| WORK TASK |
Check each line below for the word "junction". Then give only how many lines have it.

| DATASET ENTRIES |
--------

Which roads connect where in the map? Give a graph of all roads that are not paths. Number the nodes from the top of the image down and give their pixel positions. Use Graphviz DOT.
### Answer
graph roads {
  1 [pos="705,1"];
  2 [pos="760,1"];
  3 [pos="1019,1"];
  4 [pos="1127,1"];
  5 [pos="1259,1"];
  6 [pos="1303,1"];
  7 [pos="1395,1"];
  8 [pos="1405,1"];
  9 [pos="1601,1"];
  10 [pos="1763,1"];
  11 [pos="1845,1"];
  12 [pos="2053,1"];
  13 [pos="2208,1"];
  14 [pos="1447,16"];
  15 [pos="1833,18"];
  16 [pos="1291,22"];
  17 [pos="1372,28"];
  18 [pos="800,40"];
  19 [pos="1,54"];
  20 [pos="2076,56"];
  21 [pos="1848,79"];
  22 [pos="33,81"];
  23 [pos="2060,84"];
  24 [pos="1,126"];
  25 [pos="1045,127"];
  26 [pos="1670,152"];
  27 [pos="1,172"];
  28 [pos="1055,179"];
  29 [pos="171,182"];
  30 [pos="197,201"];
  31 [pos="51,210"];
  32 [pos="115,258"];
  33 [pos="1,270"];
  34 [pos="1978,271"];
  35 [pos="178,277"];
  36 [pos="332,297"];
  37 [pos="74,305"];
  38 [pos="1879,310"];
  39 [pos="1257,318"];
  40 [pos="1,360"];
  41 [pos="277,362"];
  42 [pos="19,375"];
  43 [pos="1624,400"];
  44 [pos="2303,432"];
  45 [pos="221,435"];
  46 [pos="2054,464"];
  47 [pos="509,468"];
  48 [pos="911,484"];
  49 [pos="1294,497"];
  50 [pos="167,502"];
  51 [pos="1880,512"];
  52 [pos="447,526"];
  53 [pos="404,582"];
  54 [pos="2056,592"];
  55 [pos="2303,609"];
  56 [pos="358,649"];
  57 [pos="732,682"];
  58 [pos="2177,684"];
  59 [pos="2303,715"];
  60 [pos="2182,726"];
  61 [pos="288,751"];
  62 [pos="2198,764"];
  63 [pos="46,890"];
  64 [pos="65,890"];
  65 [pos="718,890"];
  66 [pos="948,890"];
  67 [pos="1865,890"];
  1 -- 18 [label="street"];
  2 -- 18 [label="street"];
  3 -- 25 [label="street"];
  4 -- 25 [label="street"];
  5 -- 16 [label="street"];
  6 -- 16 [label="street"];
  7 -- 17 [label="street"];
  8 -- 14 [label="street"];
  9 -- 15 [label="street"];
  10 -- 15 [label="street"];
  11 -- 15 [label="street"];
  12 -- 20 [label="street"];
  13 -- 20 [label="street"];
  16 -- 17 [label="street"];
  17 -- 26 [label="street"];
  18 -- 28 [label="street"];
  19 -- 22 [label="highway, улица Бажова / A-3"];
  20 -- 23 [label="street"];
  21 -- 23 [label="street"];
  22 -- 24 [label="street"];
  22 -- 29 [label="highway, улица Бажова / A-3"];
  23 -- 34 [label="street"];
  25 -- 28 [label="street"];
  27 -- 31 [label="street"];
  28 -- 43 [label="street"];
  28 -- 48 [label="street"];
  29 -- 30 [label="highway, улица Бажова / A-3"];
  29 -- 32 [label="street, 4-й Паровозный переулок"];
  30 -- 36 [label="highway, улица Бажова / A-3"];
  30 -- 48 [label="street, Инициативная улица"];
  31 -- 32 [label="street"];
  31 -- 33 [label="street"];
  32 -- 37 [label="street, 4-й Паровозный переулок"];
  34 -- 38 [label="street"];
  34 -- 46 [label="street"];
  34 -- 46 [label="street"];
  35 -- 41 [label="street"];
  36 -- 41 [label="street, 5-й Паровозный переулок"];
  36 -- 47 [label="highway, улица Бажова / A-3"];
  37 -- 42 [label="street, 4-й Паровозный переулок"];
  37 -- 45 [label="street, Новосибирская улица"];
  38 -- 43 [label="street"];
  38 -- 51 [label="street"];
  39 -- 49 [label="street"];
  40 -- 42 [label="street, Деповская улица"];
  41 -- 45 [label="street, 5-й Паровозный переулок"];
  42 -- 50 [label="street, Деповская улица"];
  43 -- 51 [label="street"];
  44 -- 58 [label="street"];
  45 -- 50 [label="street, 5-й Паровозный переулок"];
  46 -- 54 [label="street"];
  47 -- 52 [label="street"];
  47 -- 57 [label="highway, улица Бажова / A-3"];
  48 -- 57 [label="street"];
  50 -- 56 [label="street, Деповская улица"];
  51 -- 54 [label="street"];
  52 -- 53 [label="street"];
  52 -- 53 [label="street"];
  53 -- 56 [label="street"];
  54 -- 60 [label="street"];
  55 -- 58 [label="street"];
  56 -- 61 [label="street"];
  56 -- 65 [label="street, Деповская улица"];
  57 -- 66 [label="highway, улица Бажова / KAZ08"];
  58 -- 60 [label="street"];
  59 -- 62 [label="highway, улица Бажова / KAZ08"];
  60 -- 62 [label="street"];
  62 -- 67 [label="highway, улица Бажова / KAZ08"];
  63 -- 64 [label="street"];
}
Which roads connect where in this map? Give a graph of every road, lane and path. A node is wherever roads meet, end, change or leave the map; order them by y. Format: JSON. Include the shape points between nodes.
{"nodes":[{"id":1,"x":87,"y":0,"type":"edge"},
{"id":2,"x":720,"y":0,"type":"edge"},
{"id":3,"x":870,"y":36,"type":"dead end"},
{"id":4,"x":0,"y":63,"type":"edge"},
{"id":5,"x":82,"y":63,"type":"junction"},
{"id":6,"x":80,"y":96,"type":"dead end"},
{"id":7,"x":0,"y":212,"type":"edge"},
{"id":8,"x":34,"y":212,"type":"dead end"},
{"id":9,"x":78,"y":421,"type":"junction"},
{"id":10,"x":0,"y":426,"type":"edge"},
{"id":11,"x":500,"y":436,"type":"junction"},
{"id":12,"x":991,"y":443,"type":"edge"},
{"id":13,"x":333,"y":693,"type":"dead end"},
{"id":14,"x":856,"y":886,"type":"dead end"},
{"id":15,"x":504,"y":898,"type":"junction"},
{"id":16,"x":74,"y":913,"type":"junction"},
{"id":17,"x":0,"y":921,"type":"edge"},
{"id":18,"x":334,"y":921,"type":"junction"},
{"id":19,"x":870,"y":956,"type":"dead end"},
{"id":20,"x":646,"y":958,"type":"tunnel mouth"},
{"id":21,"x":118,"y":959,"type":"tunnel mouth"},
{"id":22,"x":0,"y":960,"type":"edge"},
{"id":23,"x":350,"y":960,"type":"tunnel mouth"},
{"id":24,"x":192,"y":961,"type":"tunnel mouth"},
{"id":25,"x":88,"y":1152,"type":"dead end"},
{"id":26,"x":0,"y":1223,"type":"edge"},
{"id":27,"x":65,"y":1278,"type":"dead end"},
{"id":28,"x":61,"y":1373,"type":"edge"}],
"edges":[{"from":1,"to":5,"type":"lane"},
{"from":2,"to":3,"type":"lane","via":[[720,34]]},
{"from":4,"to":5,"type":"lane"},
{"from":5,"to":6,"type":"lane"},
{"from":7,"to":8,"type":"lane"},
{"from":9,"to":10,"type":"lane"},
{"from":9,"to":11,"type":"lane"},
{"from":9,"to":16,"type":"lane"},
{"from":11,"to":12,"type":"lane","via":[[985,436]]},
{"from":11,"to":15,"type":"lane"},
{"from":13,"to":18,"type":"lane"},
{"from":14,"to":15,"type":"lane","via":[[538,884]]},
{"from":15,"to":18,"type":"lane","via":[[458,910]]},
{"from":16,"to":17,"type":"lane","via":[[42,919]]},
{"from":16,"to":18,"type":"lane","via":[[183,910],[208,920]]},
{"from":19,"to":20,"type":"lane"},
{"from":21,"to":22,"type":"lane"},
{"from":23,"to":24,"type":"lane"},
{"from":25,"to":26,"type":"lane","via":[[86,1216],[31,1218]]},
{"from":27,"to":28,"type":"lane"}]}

--------

| THE ANSWER |
6